Image courtesy of Louisa May Alcott’s Orchard House/
L. M. A. Memorial Association
During the Civil War, Confederate military medical authorities established general hospitals behind the lines in at least thirty-nine cities and towns in Georgia, though many of them remained at a particular location for only a short time. (New Georgia Encyclopedia, Confederate Hospitals.)
Wounded from both sides were brought into Rome for treatment. Hospitals were set up in churches and many of the buildings on Broad Street. In May, 1864, Rome fell to Federal forces under the command of General William T. Sherman. Federal troops occupied Rome until November, 1864. When General Sherman and his men departed they set fire to many of the buildings, sparing only those in use as hospitals.
First Presbyterian Church, dedicated in 1856, was used by Union troops for food storage and reportedly as a hospital during the Civil War. The pews were removed and used for the construction of a pontoon bridge across one of Rome's rivers and for the construction of horse stalls.
In Cave Spring, Fannin Hall, the original administration building of the Georgia School for the Deaf, was used as a hospital and it was here that Missouri boys of the famous “Orphan Brigade” were treated following the battle at Allatoona Pass.

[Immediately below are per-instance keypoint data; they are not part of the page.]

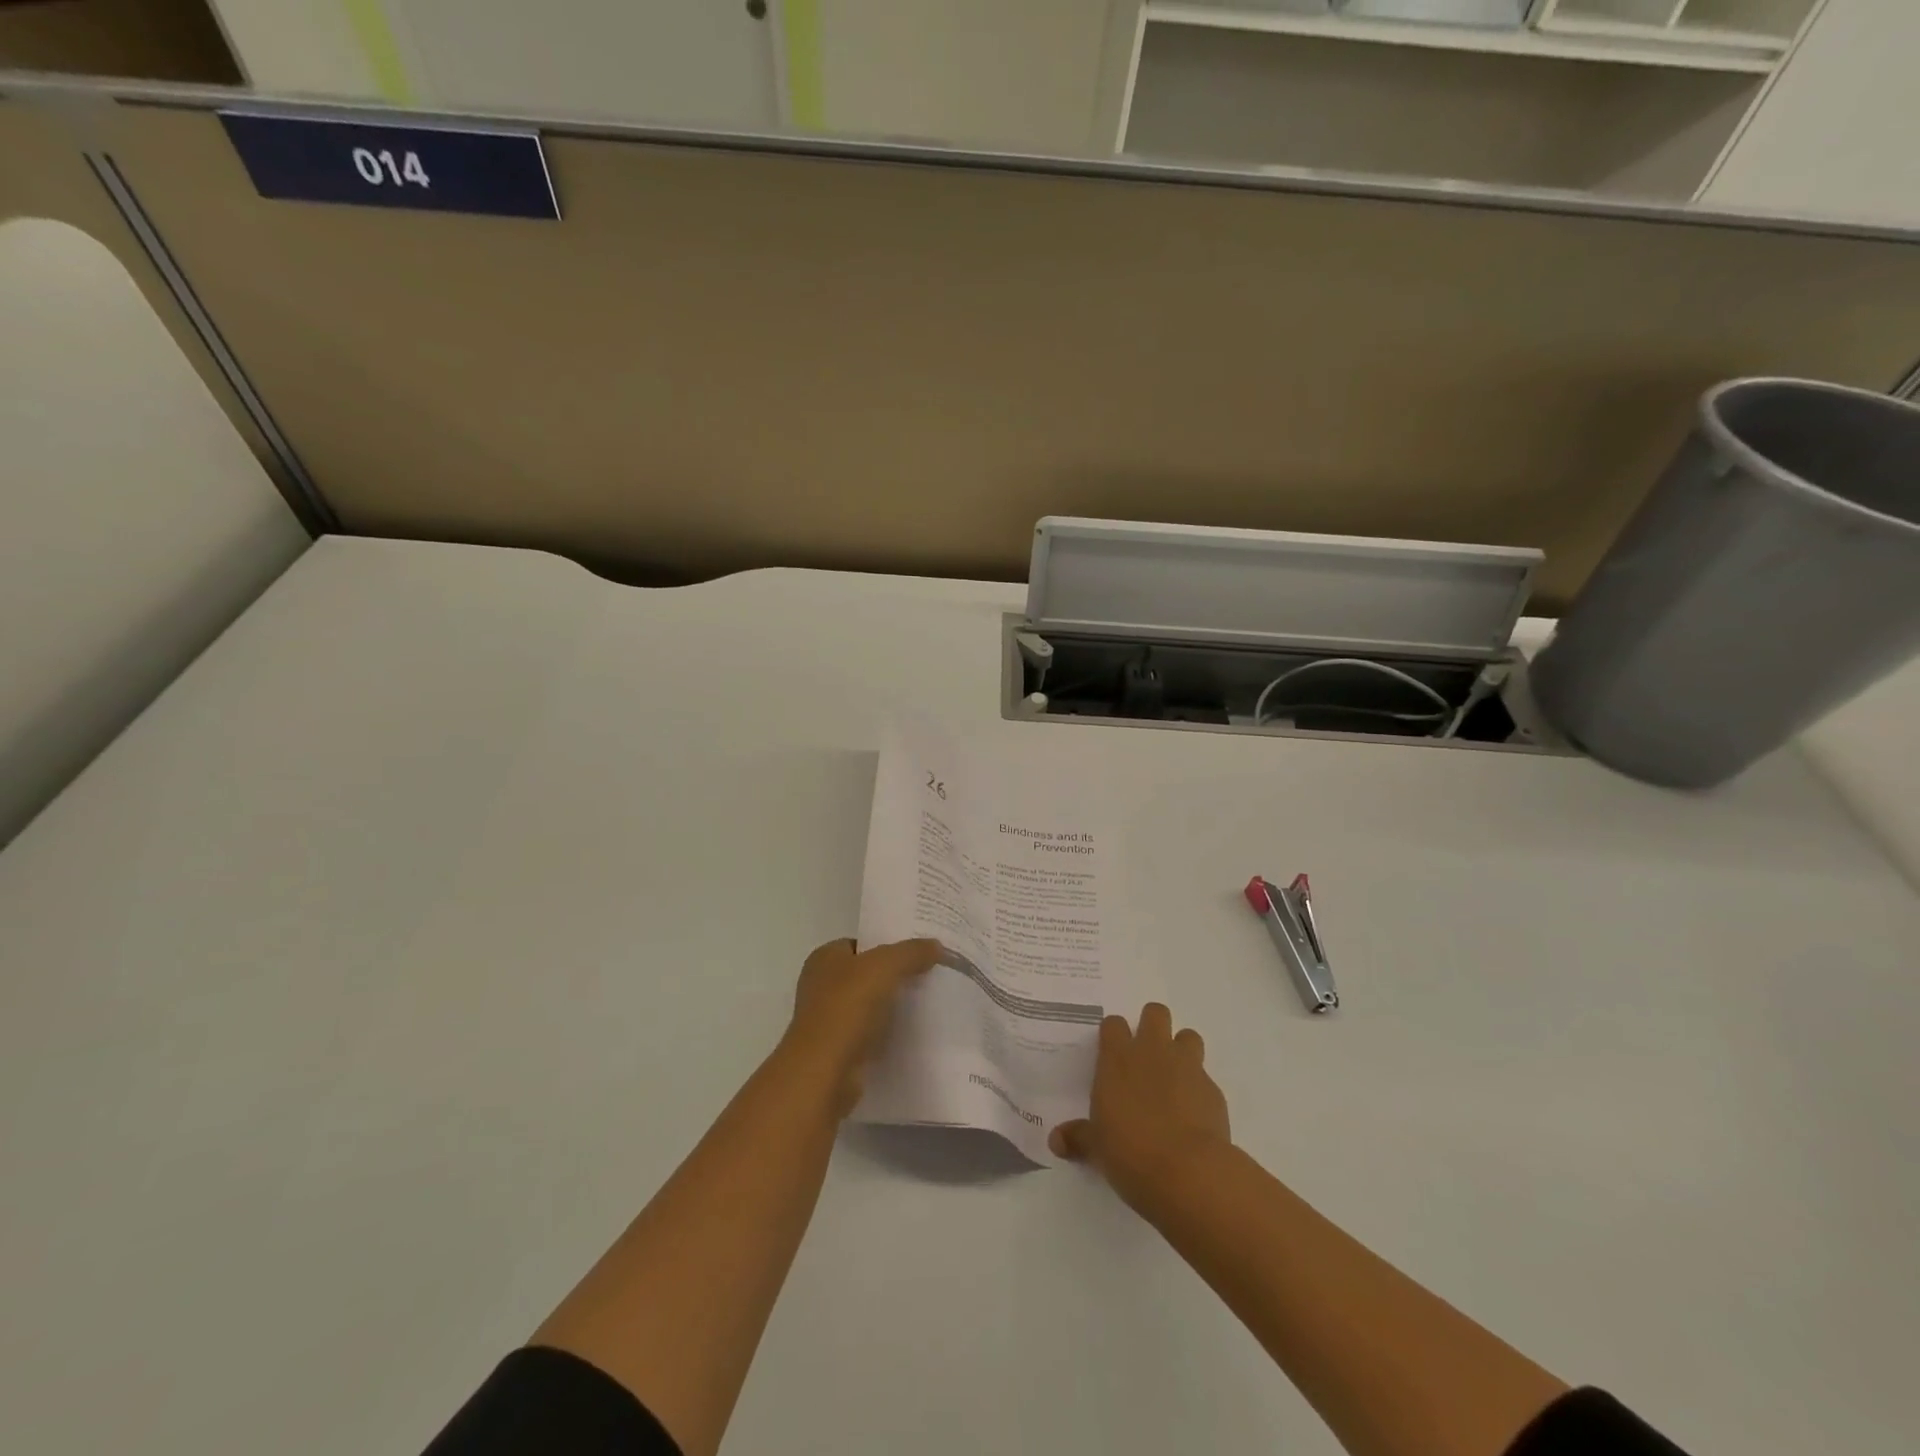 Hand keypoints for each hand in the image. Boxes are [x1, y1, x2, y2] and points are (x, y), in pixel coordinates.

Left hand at [784, 937, 940, 1113]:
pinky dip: (886, 1034)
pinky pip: (868, 1034)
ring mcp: (827, 1020)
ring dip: (891, 1007)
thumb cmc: (848, 1007)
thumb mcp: (885, 966)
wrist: (825, 1072)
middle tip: (927, 977)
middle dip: (893, 977)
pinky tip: (910, 1035)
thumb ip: (911, 952)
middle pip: (865, 975)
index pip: (860, 944)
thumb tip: (935, 945)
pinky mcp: (836, 1051)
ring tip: (925, 1004)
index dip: (887, 945)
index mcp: (824, 958)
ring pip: (867, 1006)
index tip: (918, 953)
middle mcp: (820, 985)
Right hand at [1050, 1002, 1231, 1210]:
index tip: (1112, 1053)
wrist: (1188, 1172)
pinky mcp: (1213, 1090)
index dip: (1114, 1035)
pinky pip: (1205, 1078)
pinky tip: (1193, 1114)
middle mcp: (1152, 1052)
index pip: (1113, 1024)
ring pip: (1188, 1036)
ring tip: (1174, 1078)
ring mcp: (1187, 1067)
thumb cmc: (1130, 1152)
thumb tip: (1055, 1141)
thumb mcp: (1097, 1147)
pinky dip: (1199, 1090)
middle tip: (1147, 1056)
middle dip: (1152, 1026)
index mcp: (1117, 1058)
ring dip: (1181, 1050)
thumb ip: (1078, 1138)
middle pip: (1155, 1013)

Eli Pinson Landers was nineteen years old when he left his home in Gwinnett County, GA to join the Confederate Army in August of 1861. In his frequent letters to his mother, Eli describes the excitement and adventure of going off to war and his passionate dedication to the Southern cause. But as time goes by, his letters become more serious, describing the hardships of life in a military camp, watching his companions die in battle and from disease, and other horrors of war, such as having to dine among the dead. As he falls ill and writes his final letters home, he tells his family how he wants to be buried and what words to inscribe on his tombstone. On October 16, 1863, Eli Landers died of typhoid fever in the hospital at Rome, Georgia. (The Civil War in Georgia, Letters of Eli Landers.)
Kate Cumming spent much of the latter half of the Civil War as a nurse in hospitals throughout Georgia. Inspired by both the Reverend Benjamin M. Miller, who in an address urged the women of Mobile in early 1862 to aid wounded and sick Confederates, and by Florence Nightingale, the heroic British nurse who served in the Crimean War, Cumming, despite having no formal nursing training, decided to offer her services. Much to the distress of her parents, who firmly believed that ladies did not belong at the battlefield, she left Mobile in April 1862, along with forty other local women, including the novelist Augusta Jane Evans (although Evans did not make it to the front), for the Mississippi-Tennessee border. Unlike most women nurses, who served only temporarily, Cumming continued as an active nurse for the duration of the war. (New Georgia Encyclopedia, Kate Cumming.)